## Exercise:
Below are entries; tally how many lines hold the string "roads" and answer with only that figure.

## Data shown:
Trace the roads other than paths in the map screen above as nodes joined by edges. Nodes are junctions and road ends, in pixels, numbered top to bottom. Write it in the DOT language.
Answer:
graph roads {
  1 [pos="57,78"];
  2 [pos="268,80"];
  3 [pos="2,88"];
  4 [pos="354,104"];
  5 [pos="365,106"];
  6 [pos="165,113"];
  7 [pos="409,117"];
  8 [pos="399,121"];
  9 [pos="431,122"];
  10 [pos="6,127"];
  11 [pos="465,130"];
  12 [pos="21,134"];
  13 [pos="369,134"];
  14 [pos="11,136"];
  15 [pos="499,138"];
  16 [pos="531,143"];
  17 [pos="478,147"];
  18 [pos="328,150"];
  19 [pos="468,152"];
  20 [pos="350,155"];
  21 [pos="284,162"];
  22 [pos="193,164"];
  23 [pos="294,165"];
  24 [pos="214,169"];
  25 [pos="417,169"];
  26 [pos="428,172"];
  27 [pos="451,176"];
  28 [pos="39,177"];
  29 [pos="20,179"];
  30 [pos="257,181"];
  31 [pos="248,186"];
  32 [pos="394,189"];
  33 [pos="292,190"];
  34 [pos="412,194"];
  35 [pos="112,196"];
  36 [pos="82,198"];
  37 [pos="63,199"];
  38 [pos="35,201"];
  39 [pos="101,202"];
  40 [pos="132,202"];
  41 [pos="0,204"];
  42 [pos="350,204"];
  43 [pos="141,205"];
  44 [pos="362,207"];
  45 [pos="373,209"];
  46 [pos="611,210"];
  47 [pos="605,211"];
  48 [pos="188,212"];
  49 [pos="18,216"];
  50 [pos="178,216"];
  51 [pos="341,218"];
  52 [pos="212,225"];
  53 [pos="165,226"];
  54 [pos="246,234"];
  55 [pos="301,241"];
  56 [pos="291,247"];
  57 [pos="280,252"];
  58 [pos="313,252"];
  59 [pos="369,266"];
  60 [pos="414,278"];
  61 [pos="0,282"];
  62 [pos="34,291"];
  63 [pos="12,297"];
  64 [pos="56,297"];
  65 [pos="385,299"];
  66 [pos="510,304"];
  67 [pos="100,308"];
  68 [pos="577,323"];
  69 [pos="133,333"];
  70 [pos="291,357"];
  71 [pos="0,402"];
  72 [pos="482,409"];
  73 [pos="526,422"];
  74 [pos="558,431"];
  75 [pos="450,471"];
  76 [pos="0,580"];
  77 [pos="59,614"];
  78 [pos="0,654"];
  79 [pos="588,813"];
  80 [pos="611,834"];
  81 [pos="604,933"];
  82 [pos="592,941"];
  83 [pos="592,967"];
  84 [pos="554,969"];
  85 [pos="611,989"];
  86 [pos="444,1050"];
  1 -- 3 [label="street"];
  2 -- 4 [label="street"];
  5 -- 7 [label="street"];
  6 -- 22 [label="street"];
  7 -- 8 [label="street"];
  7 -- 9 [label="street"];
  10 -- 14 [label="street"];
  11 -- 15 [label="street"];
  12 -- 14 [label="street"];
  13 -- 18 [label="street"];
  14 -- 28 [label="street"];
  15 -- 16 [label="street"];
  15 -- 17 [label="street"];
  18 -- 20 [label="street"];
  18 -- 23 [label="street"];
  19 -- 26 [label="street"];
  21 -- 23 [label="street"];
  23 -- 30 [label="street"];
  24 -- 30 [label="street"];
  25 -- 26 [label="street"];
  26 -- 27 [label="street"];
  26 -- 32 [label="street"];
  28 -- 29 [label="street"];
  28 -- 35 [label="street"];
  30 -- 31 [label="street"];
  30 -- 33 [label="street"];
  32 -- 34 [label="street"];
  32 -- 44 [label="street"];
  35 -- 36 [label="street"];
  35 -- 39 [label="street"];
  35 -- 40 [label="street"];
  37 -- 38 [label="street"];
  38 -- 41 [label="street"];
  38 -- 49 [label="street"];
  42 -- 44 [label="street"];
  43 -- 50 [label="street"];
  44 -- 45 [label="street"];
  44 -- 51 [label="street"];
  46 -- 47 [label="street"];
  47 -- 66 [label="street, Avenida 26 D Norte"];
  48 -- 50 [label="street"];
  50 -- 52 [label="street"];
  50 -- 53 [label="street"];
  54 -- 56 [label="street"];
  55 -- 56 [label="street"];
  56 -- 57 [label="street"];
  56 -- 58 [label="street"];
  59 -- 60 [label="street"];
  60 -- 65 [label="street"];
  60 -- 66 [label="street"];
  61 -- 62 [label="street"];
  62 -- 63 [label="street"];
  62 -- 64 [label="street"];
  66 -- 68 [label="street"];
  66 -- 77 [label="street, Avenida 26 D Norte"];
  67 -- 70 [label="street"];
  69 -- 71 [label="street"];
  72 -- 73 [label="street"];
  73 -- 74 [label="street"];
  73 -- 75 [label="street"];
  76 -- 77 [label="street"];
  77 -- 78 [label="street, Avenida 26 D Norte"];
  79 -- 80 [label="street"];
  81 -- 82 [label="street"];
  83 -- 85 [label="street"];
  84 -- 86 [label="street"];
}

## Finished exercise:
2